▸ What is being asked
Which lines below include the string "Pasaje"? Please show each one.

▸ Task data
--------------------
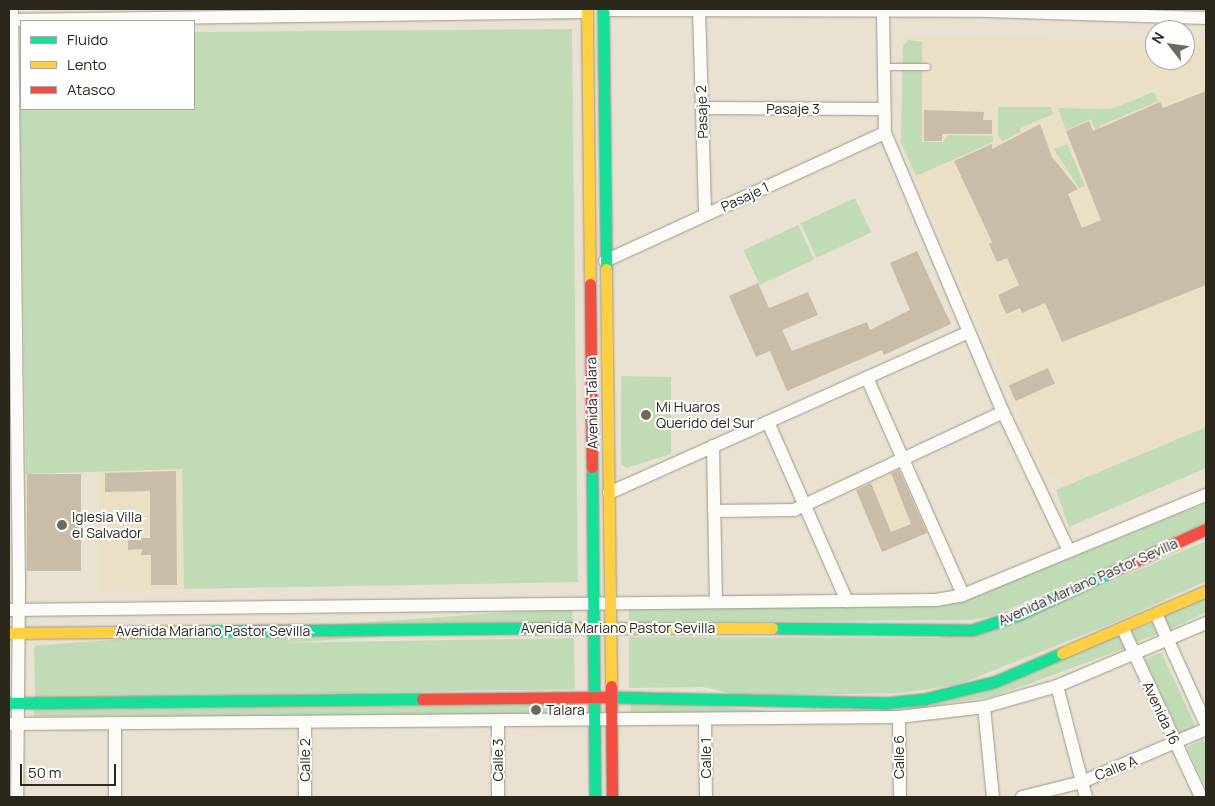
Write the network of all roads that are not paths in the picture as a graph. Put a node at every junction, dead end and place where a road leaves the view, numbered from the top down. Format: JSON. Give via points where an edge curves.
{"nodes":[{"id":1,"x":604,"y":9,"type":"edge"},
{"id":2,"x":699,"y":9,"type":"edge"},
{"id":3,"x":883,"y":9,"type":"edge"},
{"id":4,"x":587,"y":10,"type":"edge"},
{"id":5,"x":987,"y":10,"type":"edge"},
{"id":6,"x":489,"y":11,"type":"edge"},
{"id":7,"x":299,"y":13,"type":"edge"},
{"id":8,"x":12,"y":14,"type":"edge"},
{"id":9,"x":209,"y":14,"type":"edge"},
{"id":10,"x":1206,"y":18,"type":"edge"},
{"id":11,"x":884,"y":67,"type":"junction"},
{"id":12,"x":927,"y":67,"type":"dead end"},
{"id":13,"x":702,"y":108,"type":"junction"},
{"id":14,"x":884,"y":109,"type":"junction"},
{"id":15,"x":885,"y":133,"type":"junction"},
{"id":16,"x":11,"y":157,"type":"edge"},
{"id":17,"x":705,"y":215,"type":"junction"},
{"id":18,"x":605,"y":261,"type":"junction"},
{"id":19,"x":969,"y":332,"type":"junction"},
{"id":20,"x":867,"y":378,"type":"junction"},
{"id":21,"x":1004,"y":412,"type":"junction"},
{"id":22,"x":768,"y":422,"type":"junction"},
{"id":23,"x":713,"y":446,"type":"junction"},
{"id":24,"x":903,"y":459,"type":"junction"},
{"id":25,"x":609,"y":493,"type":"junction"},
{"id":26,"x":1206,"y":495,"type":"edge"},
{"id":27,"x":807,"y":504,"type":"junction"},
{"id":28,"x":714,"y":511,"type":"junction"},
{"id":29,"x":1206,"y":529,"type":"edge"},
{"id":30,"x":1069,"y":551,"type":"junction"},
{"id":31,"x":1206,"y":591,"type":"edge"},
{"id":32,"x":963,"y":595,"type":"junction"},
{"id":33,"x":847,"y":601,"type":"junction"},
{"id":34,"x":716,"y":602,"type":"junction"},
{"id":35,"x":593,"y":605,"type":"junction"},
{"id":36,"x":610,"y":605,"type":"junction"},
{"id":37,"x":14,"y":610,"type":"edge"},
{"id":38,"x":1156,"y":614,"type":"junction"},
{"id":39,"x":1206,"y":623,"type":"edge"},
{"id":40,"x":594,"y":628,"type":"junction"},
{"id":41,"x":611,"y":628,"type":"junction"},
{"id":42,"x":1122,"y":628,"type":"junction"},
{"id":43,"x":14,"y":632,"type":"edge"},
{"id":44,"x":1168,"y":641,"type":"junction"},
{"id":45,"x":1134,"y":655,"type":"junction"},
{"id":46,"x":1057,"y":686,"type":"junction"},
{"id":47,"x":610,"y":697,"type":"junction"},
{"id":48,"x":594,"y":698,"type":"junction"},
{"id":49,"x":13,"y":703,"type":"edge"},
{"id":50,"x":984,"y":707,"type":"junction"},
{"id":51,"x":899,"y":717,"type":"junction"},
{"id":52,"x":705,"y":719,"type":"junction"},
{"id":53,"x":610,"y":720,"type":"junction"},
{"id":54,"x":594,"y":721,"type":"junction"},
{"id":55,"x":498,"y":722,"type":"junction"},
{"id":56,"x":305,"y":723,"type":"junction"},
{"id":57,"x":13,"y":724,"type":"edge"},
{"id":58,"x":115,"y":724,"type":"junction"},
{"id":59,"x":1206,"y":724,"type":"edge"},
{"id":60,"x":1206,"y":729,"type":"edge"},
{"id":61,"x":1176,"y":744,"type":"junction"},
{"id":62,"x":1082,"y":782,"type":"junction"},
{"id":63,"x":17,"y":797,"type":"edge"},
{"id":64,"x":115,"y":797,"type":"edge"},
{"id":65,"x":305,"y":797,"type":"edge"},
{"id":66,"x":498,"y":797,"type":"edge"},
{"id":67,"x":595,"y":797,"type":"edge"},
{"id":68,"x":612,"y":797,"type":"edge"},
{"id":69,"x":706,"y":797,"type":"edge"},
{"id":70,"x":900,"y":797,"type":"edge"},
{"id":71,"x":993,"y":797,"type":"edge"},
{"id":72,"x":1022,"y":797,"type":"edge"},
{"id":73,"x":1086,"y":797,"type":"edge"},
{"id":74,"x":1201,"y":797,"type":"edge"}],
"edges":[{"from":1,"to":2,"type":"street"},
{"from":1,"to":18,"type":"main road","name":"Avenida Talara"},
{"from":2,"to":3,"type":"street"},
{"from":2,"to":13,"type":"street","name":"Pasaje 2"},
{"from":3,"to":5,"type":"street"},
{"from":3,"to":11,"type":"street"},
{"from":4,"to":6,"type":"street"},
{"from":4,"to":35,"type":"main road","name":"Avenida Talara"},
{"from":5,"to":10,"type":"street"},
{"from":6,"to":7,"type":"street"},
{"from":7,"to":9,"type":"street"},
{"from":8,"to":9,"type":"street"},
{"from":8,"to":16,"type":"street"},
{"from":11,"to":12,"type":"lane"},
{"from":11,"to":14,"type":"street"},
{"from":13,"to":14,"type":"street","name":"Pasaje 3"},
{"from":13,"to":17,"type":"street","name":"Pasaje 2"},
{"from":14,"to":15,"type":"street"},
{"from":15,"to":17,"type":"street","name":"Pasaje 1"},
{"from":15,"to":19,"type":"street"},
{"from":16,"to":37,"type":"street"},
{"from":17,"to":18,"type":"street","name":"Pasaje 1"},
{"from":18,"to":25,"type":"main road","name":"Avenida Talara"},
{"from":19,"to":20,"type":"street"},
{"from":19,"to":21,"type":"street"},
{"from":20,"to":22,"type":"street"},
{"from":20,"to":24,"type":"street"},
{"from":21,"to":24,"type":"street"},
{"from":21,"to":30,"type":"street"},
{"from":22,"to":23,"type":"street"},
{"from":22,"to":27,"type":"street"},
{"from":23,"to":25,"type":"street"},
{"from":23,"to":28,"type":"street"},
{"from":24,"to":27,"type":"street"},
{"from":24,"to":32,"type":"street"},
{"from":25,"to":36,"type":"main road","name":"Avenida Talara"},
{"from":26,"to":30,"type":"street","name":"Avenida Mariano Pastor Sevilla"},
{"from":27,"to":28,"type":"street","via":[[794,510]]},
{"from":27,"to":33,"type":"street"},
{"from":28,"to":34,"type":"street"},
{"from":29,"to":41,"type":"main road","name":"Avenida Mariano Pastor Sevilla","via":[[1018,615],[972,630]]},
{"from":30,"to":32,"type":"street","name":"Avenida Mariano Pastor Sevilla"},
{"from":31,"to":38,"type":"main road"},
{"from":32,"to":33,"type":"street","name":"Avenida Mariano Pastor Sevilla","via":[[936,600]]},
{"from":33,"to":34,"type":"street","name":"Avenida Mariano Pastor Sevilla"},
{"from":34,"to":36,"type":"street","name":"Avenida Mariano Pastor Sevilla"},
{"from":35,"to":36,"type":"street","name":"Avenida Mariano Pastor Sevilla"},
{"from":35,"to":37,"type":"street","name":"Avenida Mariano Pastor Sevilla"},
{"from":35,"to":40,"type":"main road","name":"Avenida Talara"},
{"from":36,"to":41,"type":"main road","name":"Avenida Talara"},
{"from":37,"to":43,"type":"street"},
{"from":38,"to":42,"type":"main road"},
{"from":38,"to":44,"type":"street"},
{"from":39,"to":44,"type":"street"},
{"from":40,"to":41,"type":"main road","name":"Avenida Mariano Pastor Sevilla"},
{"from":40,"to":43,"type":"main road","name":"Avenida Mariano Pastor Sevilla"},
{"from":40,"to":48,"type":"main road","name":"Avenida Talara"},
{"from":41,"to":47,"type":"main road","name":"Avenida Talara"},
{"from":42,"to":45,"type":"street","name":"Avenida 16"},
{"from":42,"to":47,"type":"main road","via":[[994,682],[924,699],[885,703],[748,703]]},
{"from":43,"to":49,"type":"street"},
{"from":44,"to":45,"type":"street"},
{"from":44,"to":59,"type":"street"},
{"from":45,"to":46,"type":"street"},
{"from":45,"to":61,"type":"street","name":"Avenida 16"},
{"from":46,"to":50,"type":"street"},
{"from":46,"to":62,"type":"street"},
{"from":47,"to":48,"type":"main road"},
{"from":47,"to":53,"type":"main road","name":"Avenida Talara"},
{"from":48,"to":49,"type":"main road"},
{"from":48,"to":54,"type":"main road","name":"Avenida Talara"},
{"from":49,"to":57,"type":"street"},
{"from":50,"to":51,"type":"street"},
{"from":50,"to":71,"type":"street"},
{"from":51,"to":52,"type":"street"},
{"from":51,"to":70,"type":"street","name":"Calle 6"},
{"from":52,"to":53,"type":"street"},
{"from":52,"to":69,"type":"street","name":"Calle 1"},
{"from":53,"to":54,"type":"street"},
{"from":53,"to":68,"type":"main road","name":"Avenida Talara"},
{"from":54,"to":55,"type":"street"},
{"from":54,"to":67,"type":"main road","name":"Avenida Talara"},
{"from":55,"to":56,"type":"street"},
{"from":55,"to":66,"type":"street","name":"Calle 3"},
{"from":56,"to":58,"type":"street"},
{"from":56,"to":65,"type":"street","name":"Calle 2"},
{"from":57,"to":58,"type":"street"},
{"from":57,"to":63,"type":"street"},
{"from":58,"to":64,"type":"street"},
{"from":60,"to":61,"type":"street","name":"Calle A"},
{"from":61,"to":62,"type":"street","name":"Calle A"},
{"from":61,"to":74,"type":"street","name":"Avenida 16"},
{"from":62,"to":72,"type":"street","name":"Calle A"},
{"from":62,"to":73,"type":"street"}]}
--------------------
▸ Output for this task
{"from":2,"to":13,"type":"street","name":"Pasaje 2"},
{"from":13,"to":14,"type":"street","name":"Pasaje 3"},
{"from":13,"to":17,"type":"street","name":"Pasaje 2"},
{"from":15,"to":17,"type":"street","name":"Pasaje 1"},
{"from":17,"to":18,"type":"street","name":"Pasaje 1"},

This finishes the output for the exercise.